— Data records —
===============

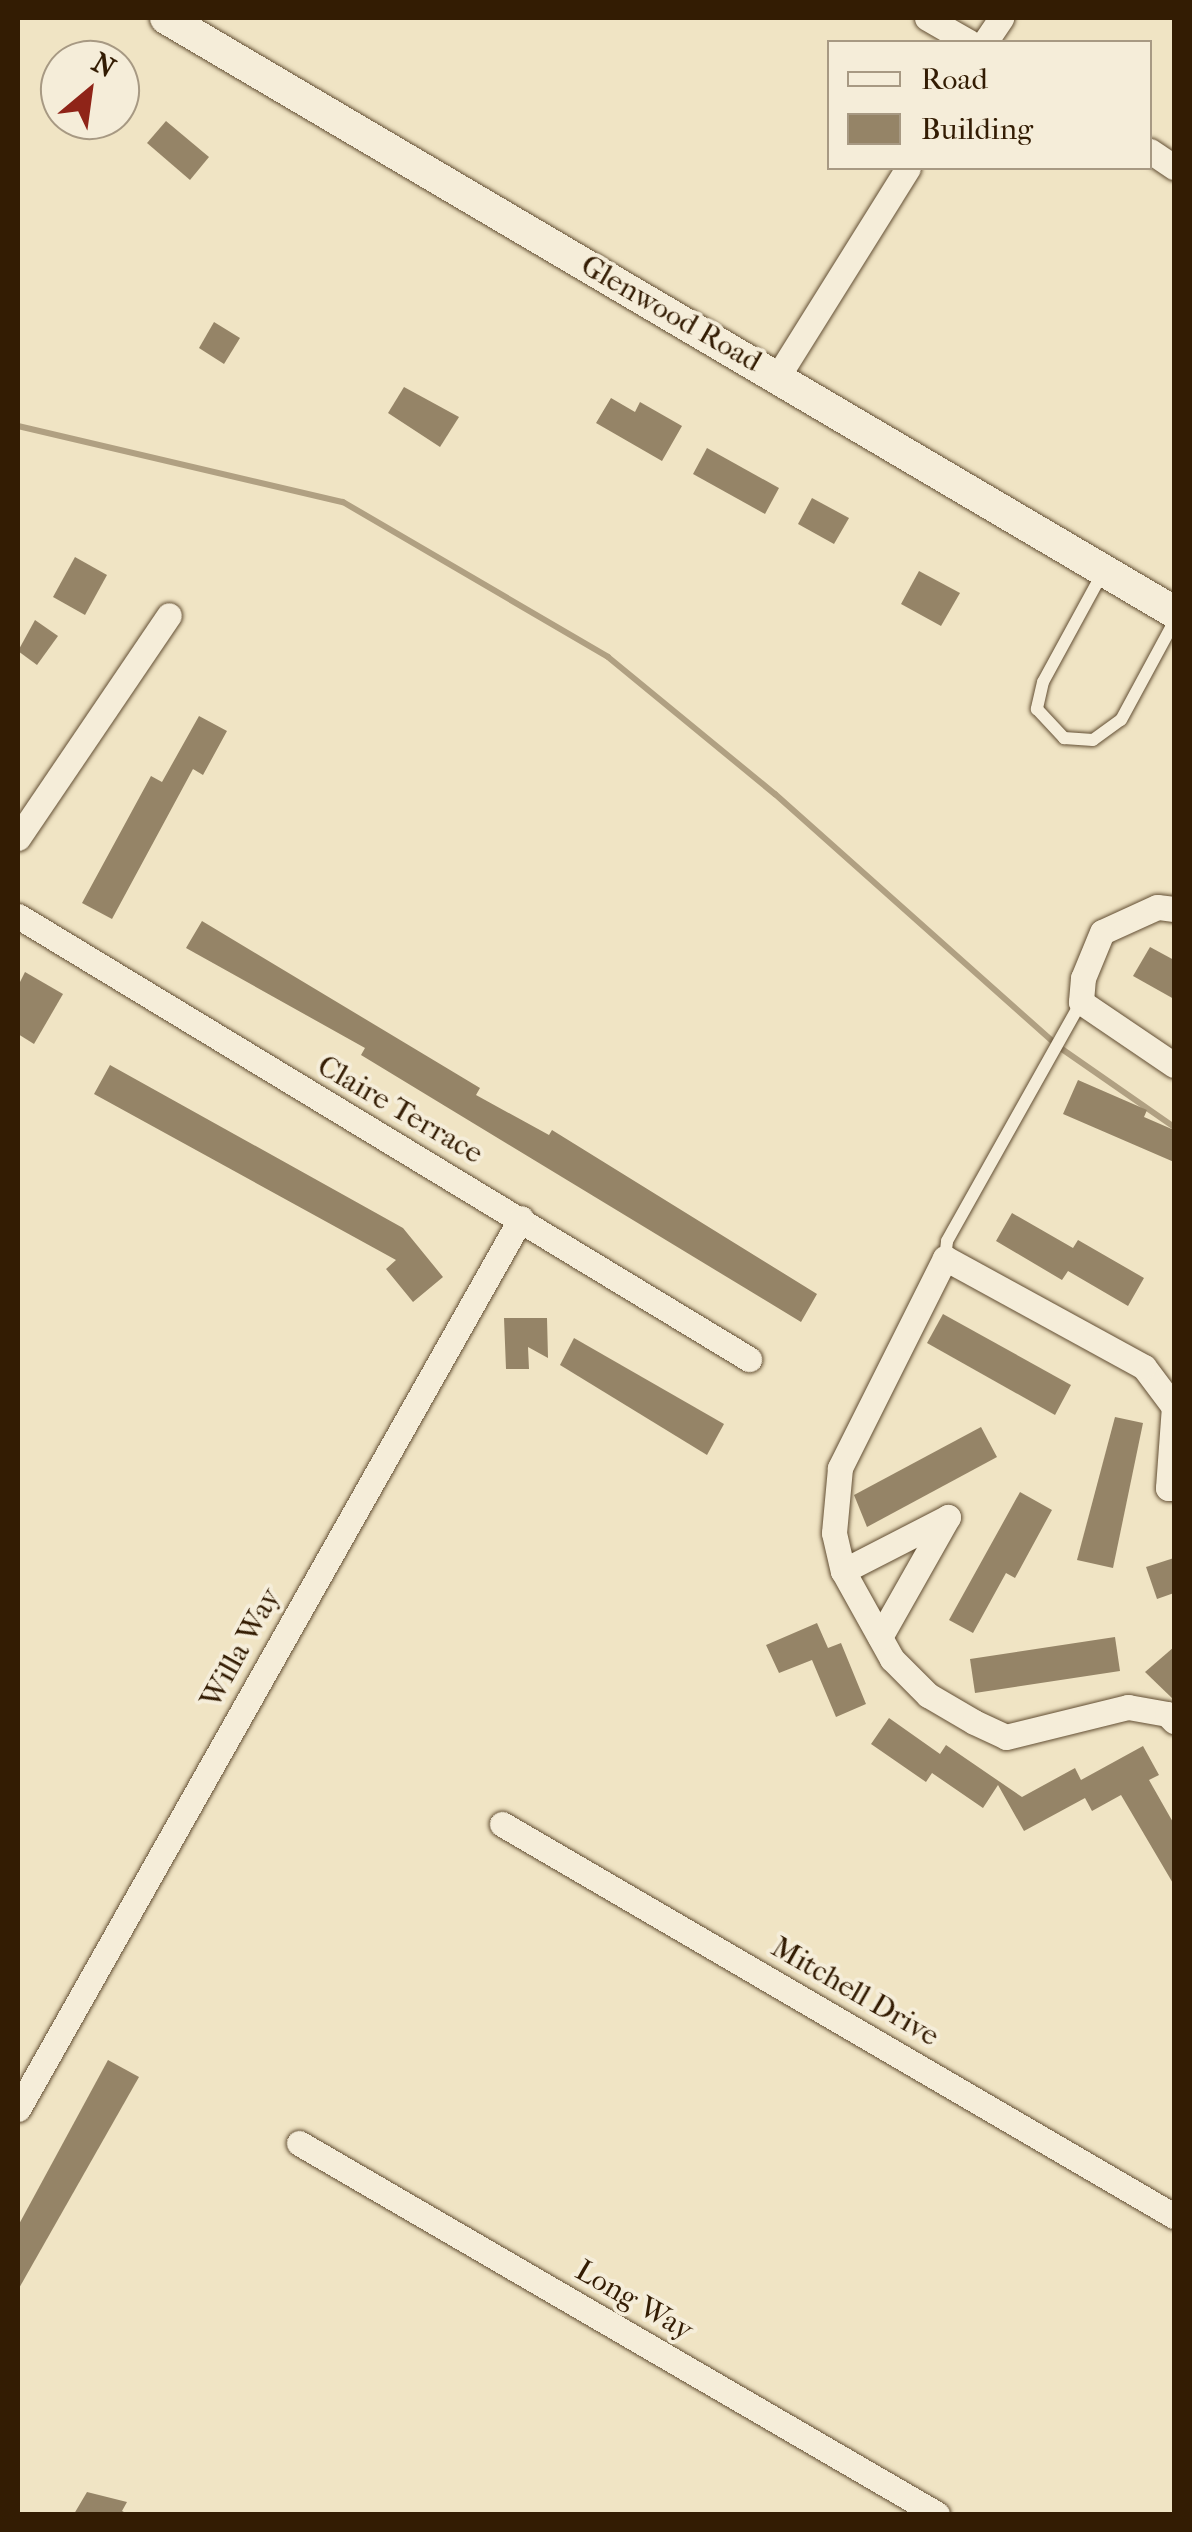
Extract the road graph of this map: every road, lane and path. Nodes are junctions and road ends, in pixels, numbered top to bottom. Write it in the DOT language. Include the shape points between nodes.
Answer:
graph roads {
  1 [pos="166,18"];
  2 [pos="928,18"];
  3 [pos="1001,18"];
  4 [pos="965,40"];
  5 [pos="986,40"];
  6 [pos="1152,153"];
  7 [pos="1174,166"];
  8 [pos="907,170"];
  9 [pos="778,376"];
  10 [pos="1104,570"];
  11 [pos="1174,612"];
  12 [pos="169,615"];
  13 [pos="1174,622"];
  14 [pos="18,838"];
  15 [pos="1166,908"];
  16 [pos="18,916"];
  17 [pos="1081,1002"];
  18 [pos="1174,1065"];
  19 [pos="520,1218"];
  20 [pos="946,1258"];
  21 [pos="749,1359"];
  22 [pos="1174,1407"];
  23 [pos="1174,1488"];
  24 [pos="843,1571"];
  25 [pos="880,1637"];
  26 [pos="1174,1722"];
  27 [pos="502,1824"];
  28 [pos="18,2110"];
  29 [pos="299,2143"];
  30 [pos="1174,2216"];
  31 [pos="937,2514"];
  1 -- 9 [label="main road, Glenwood Road"];
  2 -- 4 [label="street"];
  3 -- 5 [label="street"];
  6 -- 7 [label="street"];
  8 -- 9 [label="street"];
  9 -- 10 [label="main road, Glenwood Road"];
  10 -- 11 [label="main road, Glenwood Road"];
  10 -- 13 [label="lane" via="1043,682 1037,709 1064,738 1092,740 1121,720"];
  12 -- 14 [label="street"];
  15 -- 17 [label="street" via="1102,932"];
  16 -- 19 [label="street, Claire Terrace"];
  17 -- 18 [label="street"];
  17 -- 20 [label="lane" via="947,1241"];
  19 -- 21 [label="street, Claire Terrace"];
  19 -- 28 [label="street, Willa Way"];
  20 -- 22 [label="street" via="1144,1367"];
  20 -- 24 [label="street" via="840,1468 834,1532"];
  22 -- 23 [label="street" via="1168,1488"];
  24 -- 25 [label="street"];
  24 -- 25 [label="street" via="948,1518"];
  25 -- 26 [label="street" via="928,1694 1006,1737 1128,1708 1167,1714"];
  27 -- 30 [label="street, Mitchell Drive"];
  29 -- 31 [label="street, Long Way"];
}
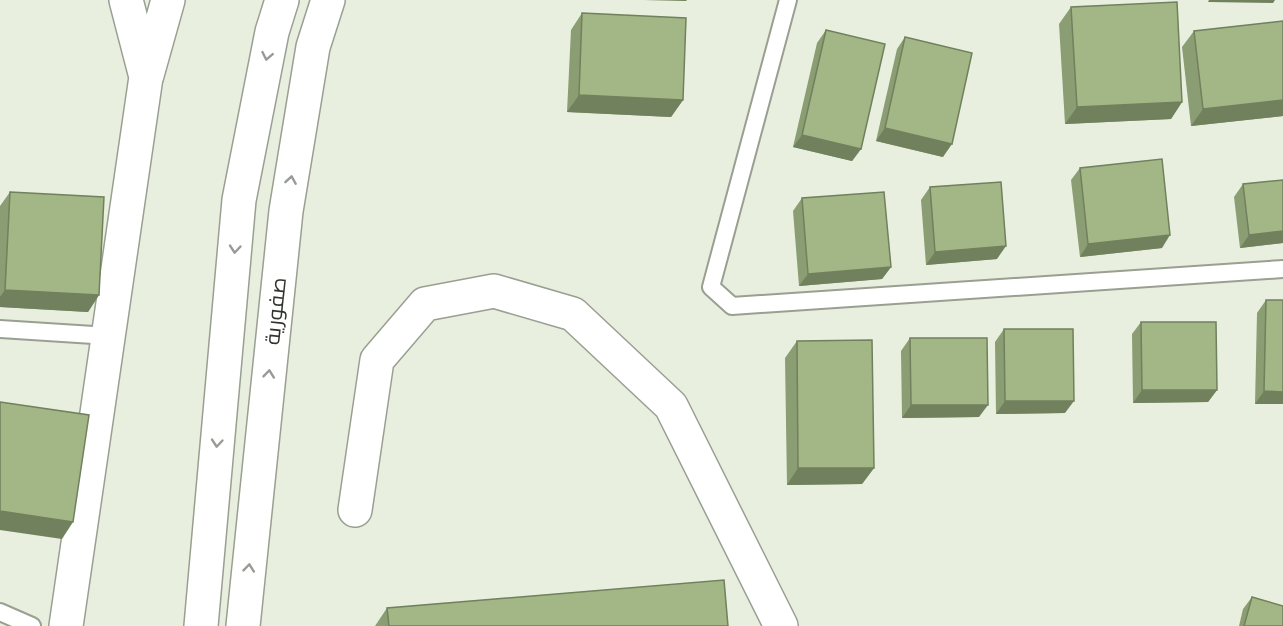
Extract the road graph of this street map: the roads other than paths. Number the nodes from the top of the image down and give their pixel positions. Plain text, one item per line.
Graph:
1 (126, 0) edge
2 (168, 0) edge
3 (282, 0) edge
4 (328, 0) edge
5 (788, 0) edge
6 (146, 77) junction
7 (1283, 268) edge
8 (0, 329) edge
9 (108, 336) junction
10 (355, 510) dead end
11 (0, 612) edge
12 (32, 626) edge
13 (66, 626) edge
14 (201, 626) edge
15 (243, 626) edge
16 (781, 626) edge

1 - 6 street
2 - 6 street
3 -> 14 street
15 -> 4 street, صفورية
5 - 7 lane
6 - 9 street
8 - 9 lane
9 - 13 street
10 - 16 street
11 - 12 lane

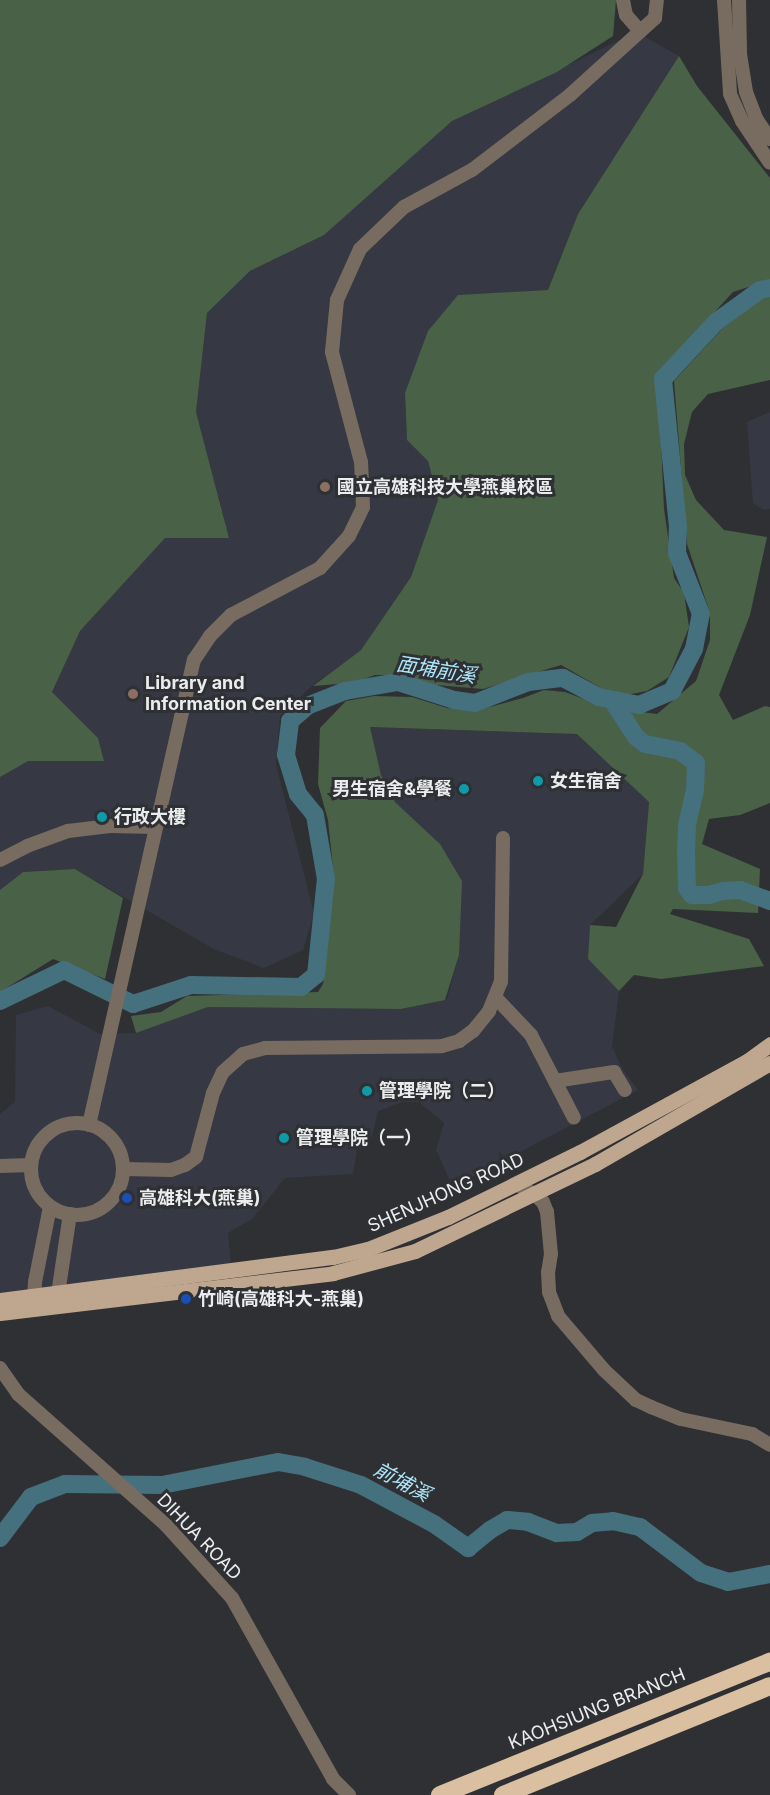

===============

— Exercise prompt —
Check each line of the entries for "Claire" and copy those that have it.

— Result —
  16 -- 19 [label="street, Claire Terrace"];
  19 -- 21 [label="street, Claire Terrace"];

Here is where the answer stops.